View on GitHub

MaskGDM

Semi-supervised semantic image segmentation by deep diffusion models and generative adversarial networks

maskGDM

This is the official code and data release for:

Semi-supervised semantic image segmentation by deep diffusion models and generative adversarial networks

International Journal of Neural System paper

Requirements

Training

To reproduce paper Semi-supervised semantic image segmentation by deep diffusion models and generative adversarial networks:

cd maskgdm

1.1. Run Step 1: Diffusion model training.
1.2. Run Step 1.2: Generate intermediate layers

  1. Run Step 2: StyleGAN2 training. Then to train the styleGAN2 model for human face domain (for example) the output should achieve results like these:

  1. Run Step 3: EditGAN interpreter training.

1.1 Diffusion model training

This step involves the training of the diffusion model and the extraction of the intermediate layers provided by the U-Net architecture.

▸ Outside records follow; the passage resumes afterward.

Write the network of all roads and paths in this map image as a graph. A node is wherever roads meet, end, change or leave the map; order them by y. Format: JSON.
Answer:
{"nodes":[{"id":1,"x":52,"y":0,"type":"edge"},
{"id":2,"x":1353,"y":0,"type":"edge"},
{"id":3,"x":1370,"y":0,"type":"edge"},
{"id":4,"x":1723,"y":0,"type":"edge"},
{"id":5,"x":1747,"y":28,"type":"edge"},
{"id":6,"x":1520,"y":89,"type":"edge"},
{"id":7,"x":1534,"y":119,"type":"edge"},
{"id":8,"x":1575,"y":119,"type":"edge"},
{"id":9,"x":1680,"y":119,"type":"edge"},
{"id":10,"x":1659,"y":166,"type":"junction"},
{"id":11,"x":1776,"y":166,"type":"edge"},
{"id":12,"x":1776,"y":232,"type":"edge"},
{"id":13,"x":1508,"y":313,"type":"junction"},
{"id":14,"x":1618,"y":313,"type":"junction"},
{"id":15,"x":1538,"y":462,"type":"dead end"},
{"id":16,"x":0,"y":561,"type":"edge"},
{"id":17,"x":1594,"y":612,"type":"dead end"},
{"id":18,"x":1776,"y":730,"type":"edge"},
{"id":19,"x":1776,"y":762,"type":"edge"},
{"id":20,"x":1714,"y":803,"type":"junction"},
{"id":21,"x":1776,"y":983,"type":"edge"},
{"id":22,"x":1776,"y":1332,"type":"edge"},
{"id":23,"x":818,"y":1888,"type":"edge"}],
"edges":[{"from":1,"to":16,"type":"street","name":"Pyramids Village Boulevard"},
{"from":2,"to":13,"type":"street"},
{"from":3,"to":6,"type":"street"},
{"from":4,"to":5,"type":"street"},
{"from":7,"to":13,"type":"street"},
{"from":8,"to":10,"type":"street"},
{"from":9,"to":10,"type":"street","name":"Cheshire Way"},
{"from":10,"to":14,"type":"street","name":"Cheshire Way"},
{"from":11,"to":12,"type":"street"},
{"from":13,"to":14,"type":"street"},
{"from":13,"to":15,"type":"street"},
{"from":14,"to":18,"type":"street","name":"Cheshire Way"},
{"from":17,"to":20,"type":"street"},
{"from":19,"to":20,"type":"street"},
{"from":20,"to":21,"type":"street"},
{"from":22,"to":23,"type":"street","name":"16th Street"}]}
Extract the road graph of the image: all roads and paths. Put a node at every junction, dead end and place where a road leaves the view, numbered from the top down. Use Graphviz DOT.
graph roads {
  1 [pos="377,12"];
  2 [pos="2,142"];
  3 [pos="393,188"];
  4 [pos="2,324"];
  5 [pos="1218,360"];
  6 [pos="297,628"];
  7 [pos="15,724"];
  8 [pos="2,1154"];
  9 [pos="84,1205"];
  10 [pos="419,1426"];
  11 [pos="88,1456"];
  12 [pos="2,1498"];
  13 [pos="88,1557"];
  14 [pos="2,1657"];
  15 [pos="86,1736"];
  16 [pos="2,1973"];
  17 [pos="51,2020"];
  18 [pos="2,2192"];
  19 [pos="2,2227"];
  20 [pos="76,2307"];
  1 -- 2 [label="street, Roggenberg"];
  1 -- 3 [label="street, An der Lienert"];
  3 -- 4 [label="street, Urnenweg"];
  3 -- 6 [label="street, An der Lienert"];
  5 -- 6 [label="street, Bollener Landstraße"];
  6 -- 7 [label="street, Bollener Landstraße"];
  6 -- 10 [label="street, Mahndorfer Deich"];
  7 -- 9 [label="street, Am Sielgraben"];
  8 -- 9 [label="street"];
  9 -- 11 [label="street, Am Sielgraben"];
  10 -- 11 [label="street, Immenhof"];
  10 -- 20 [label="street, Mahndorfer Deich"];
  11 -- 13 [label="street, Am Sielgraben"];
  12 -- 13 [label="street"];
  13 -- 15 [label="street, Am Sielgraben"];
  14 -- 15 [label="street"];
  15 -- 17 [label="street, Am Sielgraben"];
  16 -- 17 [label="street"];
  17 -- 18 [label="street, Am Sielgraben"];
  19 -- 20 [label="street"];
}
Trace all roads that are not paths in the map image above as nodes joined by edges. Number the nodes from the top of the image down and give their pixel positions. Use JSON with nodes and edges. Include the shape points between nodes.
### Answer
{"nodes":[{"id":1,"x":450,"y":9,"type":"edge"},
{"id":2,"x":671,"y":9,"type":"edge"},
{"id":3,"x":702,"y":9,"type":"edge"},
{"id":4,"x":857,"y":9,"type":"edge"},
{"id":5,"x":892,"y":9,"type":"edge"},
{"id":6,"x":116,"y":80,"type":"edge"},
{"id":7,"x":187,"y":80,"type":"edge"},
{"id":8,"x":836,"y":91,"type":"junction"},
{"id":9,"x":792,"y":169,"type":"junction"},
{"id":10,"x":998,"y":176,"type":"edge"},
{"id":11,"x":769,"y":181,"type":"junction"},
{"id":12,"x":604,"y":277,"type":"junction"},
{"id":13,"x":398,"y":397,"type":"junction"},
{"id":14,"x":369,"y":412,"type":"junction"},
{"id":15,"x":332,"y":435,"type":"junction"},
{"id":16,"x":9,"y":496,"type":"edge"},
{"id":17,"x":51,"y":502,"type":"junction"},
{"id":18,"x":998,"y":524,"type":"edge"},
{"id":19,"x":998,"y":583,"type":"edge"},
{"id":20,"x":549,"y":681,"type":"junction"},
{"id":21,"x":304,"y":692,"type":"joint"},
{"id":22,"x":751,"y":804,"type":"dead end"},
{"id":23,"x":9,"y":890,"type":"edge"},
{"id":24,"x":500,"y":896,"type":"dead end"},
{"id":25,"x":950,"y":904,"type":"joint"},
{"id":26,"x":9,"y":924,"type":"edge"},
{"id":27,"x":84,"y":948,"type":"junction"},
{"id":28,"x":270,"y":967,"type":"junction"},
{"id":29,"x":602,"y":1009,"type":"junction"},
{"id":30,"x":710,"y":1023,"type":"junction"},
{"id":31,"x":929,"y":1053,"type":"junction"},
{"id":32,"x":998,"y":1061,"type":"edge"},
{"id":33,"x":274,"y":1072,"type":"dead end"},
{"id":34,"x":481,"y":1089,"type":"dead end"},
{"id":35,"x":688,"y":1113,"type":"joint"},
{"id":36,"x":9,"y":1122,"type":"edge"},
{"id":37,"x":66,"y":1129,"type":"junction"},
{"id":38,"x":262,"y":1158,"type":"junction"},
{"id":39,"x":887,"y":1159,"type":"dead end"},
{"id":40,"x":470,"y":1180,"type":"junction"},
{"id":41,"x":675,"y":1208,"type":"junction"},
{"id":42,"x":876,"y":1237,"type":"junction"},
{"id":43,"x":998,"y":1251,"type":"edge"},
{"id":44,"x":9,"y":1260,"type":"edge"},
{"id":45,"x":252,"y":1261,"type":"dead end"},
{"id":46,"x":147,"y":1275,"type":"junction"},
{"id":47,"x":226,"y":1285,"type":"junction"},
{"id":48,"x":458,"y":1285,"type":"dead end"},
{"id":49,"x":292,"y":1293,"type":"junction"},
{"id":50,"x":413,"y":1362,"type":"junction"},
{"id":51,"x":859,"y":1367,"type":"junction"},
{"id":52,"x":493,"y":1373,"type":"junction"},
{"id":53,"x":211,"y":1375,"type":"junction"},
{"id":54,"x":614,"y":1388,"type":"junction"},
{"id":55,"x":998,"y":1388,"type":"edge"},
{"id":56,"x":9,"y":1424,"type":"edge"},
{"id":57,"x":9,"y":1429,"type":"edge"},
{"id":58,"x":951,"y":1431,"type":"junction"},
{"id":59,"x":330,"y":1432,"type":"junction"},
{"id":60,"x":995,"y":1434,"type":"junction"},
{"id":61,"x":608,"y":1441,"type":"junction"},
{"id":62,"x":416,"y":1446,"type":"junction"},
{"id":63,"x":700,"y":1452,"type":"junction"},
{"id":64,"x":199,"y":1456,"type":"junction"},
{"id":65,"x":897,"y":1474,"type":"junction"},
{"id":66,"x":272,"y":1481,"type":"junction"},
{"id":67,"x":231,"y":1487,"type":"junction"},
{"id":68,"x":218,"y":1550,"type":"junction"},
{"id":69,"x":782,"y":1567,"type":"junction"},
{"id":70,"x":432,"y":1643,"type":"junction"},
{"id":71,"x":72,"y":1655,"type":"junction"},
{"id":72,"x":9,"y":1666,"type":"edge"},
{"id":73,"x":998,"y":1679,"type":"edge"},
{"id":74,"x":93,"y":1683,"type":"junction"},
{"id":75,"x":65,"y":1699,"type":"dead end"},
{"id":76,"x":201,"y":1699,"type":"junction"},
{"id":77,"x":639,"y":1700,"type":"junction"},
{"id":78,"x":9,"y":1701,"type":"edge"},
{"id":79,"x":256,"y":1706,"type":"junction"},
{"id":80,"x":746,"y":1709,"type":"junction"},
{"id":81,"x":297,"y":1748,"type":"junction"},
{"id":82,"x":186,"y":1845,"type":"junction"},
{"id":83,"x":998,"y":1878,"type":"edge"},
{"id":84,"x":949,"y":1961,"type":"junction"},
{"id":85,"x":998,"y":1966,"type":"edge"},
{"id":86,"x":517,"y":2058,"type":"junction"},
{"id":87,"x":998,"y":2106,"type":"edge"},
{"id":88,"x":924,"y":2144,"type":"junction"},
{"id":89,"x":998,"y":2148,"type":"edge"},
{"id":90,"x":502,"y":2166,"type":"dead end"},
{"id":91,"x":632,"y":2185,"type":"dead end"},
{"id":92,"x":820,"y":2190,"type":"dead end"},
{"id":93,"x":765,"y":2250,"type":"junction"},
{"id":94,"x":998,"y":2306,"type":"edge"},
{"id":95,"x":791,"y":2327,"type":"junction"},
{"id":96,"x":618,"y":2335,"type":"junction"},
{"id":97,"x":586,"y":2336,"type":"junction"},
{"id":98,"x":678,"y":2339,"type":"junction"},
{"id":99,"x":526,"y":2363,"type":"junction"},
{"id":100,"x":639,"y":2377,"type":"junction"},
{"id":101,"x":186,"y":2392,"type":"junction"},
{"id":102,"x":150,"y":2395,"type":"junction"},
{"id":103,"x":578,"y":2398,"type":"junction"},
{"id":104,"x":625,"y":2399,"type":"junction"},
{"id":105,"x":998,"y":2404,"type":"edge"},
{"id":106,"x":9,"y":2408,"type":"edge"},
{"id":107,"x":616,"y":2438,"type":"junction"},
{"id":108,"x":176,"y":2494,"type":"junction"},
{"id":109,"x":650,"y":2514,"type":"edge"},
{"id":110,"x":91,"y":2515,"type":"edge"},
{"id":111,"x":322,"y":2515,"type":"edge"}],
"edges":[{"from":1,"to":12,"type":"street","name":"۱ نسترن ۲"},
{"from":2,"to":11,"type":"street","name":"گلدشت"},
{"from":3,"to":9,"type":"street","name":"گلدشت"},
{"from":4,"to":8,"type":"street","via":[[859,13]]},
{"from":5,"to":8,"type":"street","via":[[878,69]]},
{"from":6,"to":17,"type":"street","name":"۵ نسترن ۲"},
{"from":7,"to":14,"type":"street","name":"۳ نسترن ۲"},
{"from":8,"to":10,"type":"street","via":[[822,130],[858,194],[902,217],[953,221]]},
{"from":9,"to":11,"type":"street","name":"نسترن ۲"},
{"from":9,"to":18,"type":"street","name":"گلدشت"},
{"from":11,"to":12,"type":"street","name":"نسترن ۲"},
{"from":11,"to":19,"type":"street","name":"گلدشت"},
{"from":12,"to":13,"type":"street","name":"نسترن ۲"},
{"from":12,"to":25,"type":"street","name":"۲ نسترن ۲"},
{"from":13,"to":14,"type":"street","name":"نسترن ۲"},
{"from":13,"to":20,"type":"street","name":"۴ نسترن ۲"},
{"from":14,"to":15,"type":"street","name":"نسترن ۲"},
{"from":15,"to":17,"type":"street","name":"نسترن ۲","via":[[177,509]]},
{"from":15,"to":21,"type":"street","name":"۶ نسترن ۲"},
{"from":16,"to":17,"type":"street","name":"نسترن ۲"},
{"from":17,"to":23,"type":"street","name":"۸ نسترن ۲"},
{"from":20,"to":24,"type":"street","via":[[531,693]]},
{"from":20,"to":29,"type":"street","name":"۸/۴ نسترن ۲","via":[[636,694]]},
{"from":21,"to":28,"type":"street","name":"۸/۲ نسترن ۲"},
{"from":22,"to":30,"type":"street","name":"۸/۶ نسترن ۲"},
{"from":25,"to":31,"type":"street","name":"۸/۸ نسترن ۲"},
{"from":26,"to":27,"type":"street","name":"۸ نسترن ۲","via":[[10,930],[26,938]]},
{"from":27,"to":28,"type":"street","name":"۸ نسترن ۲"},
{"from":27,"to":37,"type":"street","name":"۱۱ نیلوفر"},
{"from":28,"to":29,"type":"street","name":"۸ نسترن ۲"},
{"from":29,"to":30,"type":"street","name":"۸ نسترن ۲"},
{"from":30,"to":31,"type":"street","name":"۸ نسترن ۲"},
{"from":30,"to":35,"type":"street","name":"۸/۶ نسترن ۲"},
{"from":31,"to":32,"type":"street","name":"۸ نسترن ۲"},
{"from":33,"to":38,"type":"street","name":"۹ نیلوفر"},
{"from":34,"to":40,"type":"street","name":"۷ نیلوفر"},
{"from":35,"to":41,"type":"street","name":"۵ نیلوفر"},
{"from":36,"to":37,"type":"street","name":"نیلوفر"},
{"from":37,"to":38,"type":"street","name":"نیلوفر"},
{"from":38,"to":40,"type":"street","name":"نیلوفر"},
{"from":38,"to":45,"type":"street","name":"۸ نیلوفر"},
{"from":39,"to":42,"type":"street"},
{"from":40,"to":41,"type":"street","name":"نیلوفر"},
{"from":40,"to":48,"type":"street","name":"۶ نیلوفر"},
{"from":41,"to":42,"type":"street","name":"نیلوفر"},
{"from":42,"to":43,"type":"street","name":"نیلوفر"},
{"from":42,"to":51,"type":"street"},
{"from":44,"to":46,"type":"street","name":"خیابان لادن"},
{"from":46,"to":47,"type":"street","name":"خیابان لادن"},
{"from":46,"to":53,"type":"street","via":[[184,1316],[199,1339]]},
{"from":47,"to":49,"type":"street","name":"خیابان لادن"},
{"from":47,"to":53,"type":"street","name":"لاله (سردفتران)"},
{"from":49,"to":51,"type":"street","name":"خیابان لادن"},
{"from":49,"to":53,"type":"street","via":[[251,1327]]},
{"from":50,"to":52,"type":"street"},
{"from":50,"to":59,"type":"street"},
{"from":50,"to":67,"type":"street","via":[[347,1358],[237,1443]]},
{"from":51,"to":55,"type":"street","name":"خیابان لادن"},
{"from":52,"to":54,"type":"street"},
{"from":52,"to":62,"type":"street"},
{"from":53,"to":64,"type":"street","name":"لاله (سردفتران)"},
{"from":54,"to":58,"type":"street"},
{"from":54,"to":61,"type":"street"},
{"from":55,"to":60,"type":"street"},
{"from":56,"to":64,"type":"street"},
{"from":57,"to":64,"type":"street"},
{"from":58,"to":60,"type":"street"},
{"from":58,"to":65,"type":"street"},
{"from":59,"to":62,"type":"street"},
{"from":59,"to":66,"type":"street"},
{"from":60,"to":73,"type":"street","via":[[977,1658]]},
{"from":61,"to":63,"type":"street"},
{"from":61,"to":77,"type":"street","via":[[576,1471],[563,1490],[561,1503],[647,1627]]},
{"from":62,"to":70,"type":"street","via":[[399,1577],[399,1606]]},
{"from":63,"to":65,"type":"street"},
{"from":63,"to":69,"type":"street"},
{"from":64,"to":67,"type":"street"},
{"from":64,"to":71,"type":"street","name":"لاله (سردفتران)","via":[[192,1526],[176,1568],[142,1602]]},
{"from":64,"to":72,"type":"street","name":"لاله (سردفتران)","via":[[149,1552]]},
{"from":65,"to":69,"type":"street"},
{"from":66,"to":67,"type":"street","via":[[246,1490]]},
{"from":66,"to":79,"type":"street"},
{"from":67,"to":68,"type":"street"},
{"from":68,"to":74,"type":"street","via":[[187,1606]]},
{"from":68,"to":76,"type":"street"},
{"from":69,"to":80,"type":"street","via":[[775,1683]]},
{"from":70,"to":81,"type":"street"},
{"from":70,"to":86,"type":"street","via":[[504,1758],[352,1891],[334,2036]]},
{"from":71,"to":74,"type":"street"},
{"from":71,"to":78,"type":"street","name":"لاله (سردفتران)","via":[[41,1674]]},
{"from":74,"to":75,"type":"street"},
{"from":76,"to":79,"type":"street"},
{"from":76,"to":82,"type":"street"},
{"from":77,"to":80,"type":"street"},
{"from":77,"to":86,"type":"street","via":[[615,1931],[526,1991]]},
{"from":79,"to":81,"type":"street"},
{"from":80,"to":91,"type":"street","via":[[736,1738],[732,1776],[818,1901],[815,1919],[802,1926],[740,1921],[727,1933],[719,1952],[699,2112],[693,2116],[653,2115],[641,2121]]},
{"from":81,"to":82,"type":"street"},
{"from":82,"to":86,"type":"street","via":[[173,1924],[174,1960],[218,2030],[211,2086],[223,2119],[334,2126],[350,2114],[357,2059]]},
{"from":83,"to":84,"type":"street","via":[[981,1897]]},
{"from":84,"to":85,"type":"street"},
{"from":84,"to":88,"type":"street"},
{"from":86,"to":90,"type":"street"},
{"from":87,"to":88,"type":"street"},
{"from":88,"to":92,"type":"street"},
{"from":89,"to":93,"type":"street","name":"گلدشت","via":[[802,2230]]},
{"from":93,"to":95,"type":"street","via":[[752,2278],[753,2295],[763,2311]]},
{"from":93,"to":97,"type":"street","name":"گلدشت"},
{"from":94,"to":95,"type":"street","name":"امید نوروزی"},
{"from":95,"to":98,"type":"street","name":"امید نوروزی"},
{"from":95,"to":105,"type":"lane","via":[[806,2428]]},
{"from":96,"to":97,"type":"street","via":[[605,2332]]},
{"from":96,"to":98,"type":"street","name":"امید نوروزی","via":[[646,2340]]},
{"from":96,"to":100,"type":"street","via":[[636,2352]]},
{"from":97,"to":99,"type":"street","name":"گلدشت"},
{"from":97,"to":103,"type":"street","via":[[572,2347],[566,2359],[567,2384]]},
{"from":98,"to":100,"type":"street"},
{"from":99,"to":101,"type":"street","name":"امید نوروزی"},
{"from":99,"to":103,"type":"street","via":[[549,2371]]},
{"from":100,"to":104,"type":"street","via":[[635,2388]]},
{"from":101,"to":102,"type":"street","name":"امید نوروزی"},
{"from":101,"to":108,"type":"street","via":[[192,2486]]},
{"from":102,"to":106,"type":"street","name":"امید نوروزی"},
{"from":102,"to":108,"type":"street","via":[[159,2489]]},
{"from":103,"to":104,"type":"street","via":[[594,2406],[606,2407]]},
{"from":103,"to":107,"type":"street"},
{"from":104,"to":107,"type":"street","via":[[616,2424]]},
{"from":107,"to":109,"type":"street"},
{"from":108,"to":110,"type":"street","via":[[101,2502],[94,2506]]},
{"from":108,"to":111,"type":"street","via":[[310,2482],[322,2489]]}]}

 python <path_scripts>/image_train.py --data_dir <path_images> --attention_resolutions 32,16,8 --image_size 256 --num_channels <num_channels> --num_head_channels <num_head_channels> --num_res_blocks <num_res_blocks> --learn_sigma <learn_sigma> --class_cond <class_cond> --diffusion_steps <diffusion_steps> --noise_schedule <noise_schedule> --use_kl <use_kl> --lr <lr> --batch_size <batch_size> --lr_anneal_steps <lr_anneal_steps> --microbatch -1 --use_fp16 <use_fp16> --dropout <dropout> --pretrained <pretrained>

| **Hyper-parameter** | **Value** | |----------------------|:---------:| | Attention resolution | 32, 16, 8 | | Diffusion steps | 1000 | | Learn sigma | True | | Noise scheduler | Linear | | Nº Channels | 256 | | Nº Head channels | 64 | | Nº Res blocks | 2 | | Scale shift | True |

1.2 Generating the intermediate layers

This step consist in the generation of the intermediate layers provided by the diffusion model previously trained.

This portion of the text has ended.